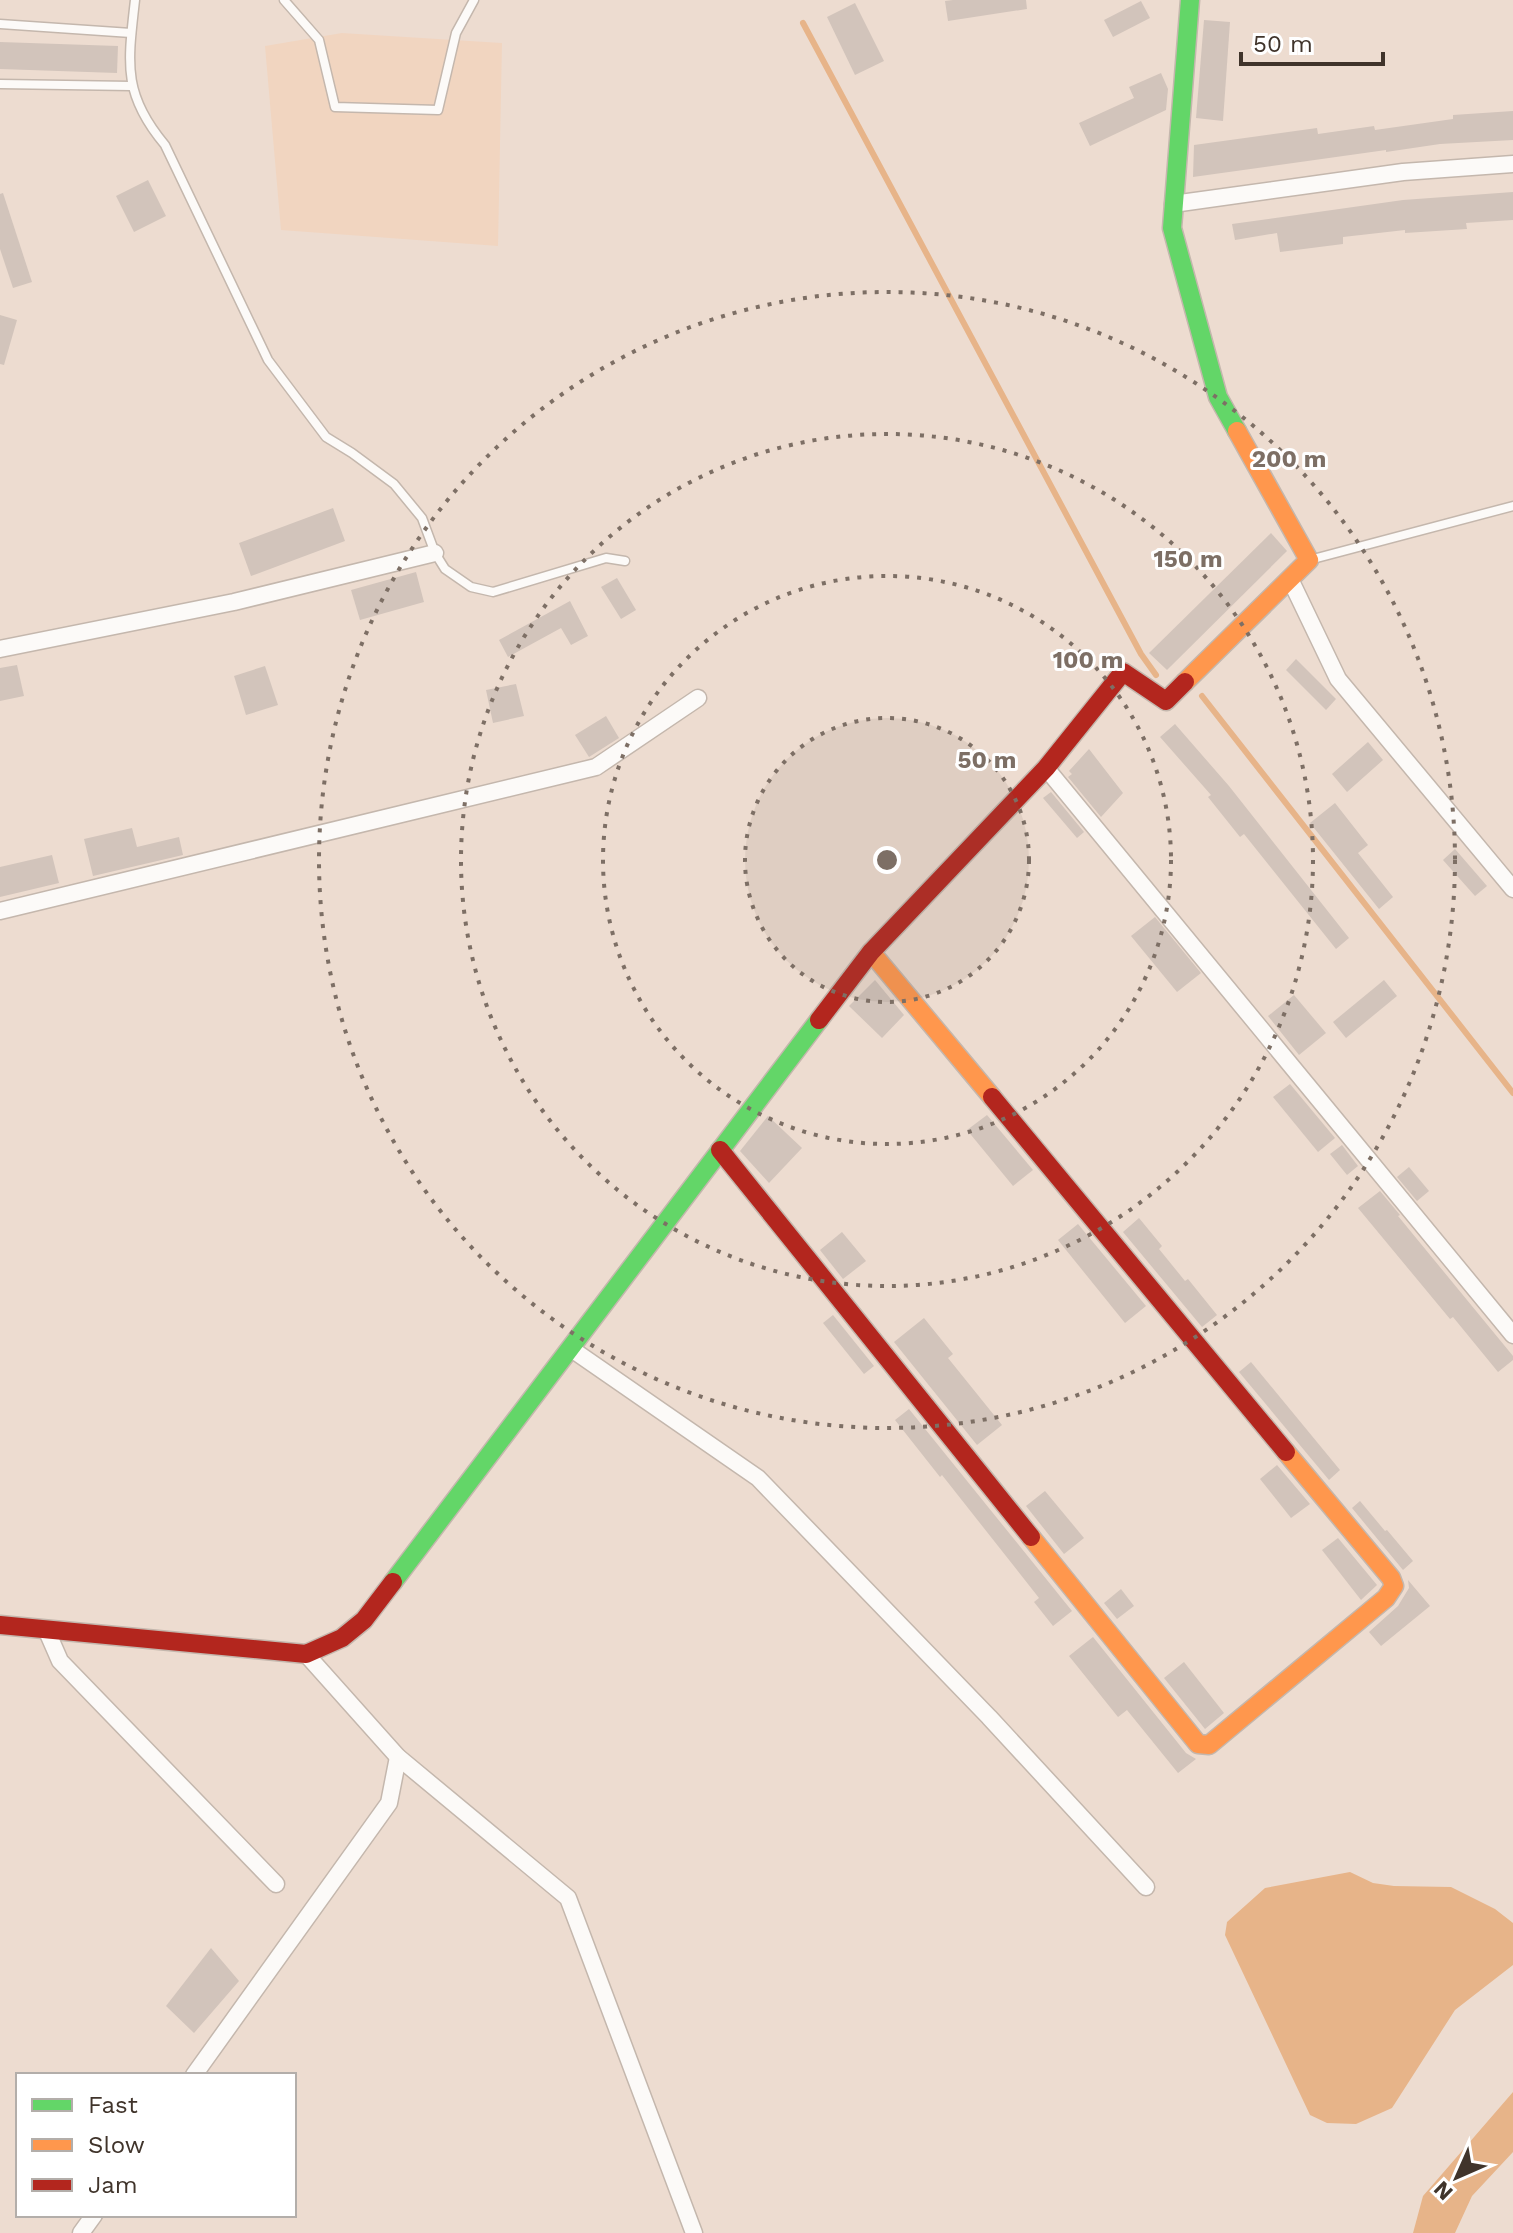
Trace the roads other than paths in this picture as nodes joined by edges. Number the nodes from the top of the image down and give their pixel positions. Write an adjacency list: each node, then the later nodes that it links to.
1 (135, 0): 6 (lane)
2 (284, 0): 3 (lane)
3 (474, 0)
4 (1190, 0): 10 (street)
5 (0, 24): 6 (lane)
6 (131, 33): 8 (lane)
7 (0, 84): 8 (lane)
8 (131, 86): 12 (lane)
9 (1513, 164): 10 (street)
10 (1173, 204): 13 (street)
11 (1513, 506): 13 (lane)
12 (435, 553): 14 (lane); 16 (street)
13 (1309, 560): 15 (street)
14 (625, 561)
15 (1290, 579): 18 (street); 19 (street)
16 (0, 649)
17 (698, 698): 20 (street)
18 (1046, 768): 21 (street); 23 (street)
19 (1513, 889)
20 (0, 911)
21 (871, 952): 22 (street); 22 (street)
22 (720, 1150): 24 (street)
23 (1513, 1335)
24 (570, 1348): 27 (street); 30 (street)
25 (0, 1625): 26 (street)
26 (46, 1629): 27 (street); 29 (street)
27 (306, 1654): 28 (street)
28 (398, 1757): 31 (street); 32 (street)
29 (276, 1884)
30 (1146, 1887)
31 (195, 2073)
32 (694, 2233)

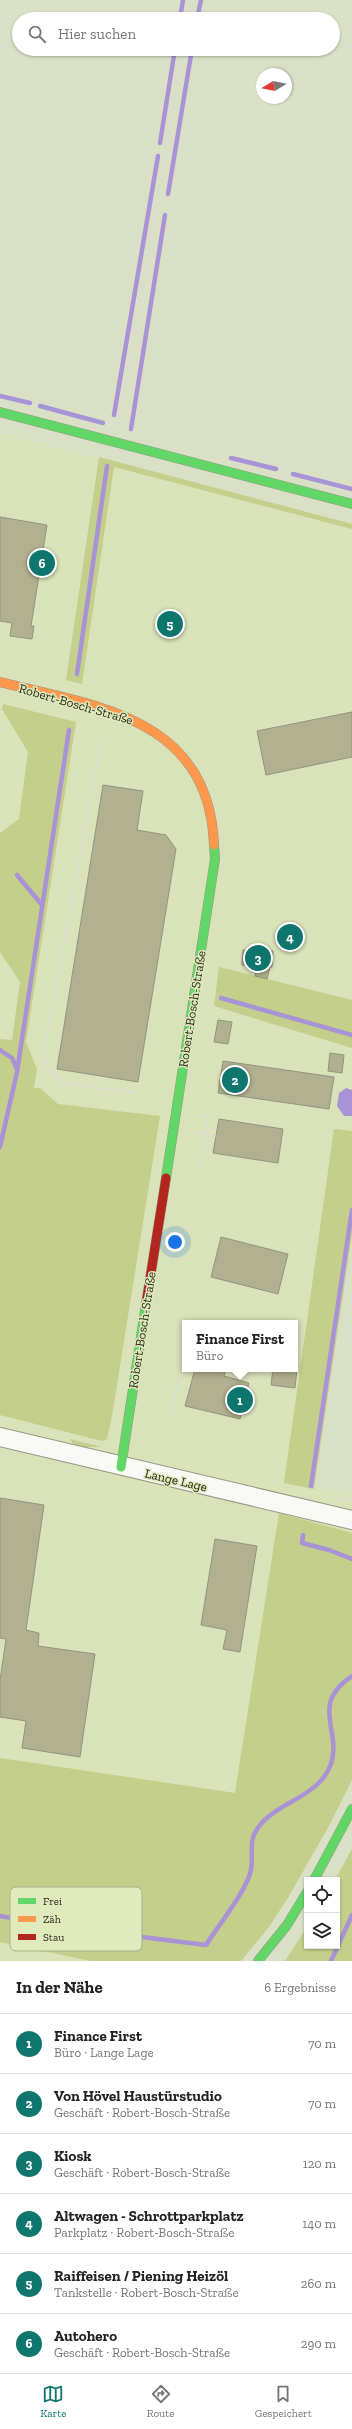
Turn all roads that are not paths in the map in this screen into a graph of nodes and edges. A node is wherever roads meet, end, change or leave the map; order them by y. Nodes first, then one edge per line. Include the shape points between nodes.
1 (0, 412) edge
2 (352, 504) edge
3 (0, 682) edge
4 (0, 1437) edge
5 (121, 1467) junction
6 (352, 1520) edge
7 (352, 1809) edge
8 (316, 1877) edge
9 (304, 1897) edge
10 (258, 1961) edge

1 - 2 street
3 - 5 street, Robert-Bosch-Straße via 107,710 138,721 164,738 186,760 205,796 213,822 215,859
4 - 5 street, Lange Lage
5 - 6 street, Lange Lage
7 - 8 street
9 - 10 street via 287,1925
###
• [EXERCISE REQUIREMENTS]
Return the preceding entries verbatim, with the pictures excluded.

• [SOLUTION]
Trace the roads other than paths in this picture as nodes joined by edges. Number the nodes from the top of the image down and give their pixel positions. Write an adjacency list: each node, then the later nodes that it links to.
1 (135, 0): 6 (lane)
2 (284, 0): 3 (lane)
3 (474, 0)
4 (1190, 0): 10 (street)
5 (0, 24): 6 (lane)
6 (131, 33): 8 (lane)
7 (0, 84): 8 (lane)
8 (131, 86): 12 (lane)
9 (1513, 164): 10 (street)
10 (1173, 204): 13 (street)
11 (1513, 506): 13 (lane)
12 (435, 553): 14 (lane); 16 (street)
13 (1309, 560): 15 (street)
14 (625, 561)
15 (1290, 579): 18 (street); 19 (street)
16 (0, 649)
17 (698, 698): 20 (street)
18 (1046, 768): 21 (street); 23 (street)
19 (1513, 889)
20 (0, 911)
21 (871, 952): 22 (street); 22 (street)
22 (720, 1150): 24 (street)
23 (1513, 1335)
24 (570, 1348): 27 (street); 30 (street)
25 (0, 1625): 26 (street)
26 (46, 1629): 27 (street); 29 (street)
27 (306, 1654): 28 (street)
28 (398, 1757): 31 (street); 32 (street)
29 (276, 1884)
30 (1146, 1887)
31 (195, 2073)
32 (694, 2233)

Turn all roads that are not paths in the map in this screen into a graph of nodes and edges. A node is wherever roads meet, end, change or leave the map; order them by y. Nodes first, then one edge per line. Include the shape points between nodes.
1 (0, 412) edge
2 (352, 504) edge
3 (0, 682) edge
4 (0, 1437) edge
5 (121, 1467) junction
6 (352, 1520) edge
7 (352, 1809) edge
8 (316, 1877) edge
9 (304, 1897) edge
10 (258, 1961) edge

1 - 2 street
3 - 5 street, Robert-Bosch-Straße via 107,710 138,721 164,738 186,760 205,796 213,822 215,859
4 - 5 street, Lange Lage
5 - 6 street, Lange Lage
7 - 8 street
9 - 10 street via 287,1925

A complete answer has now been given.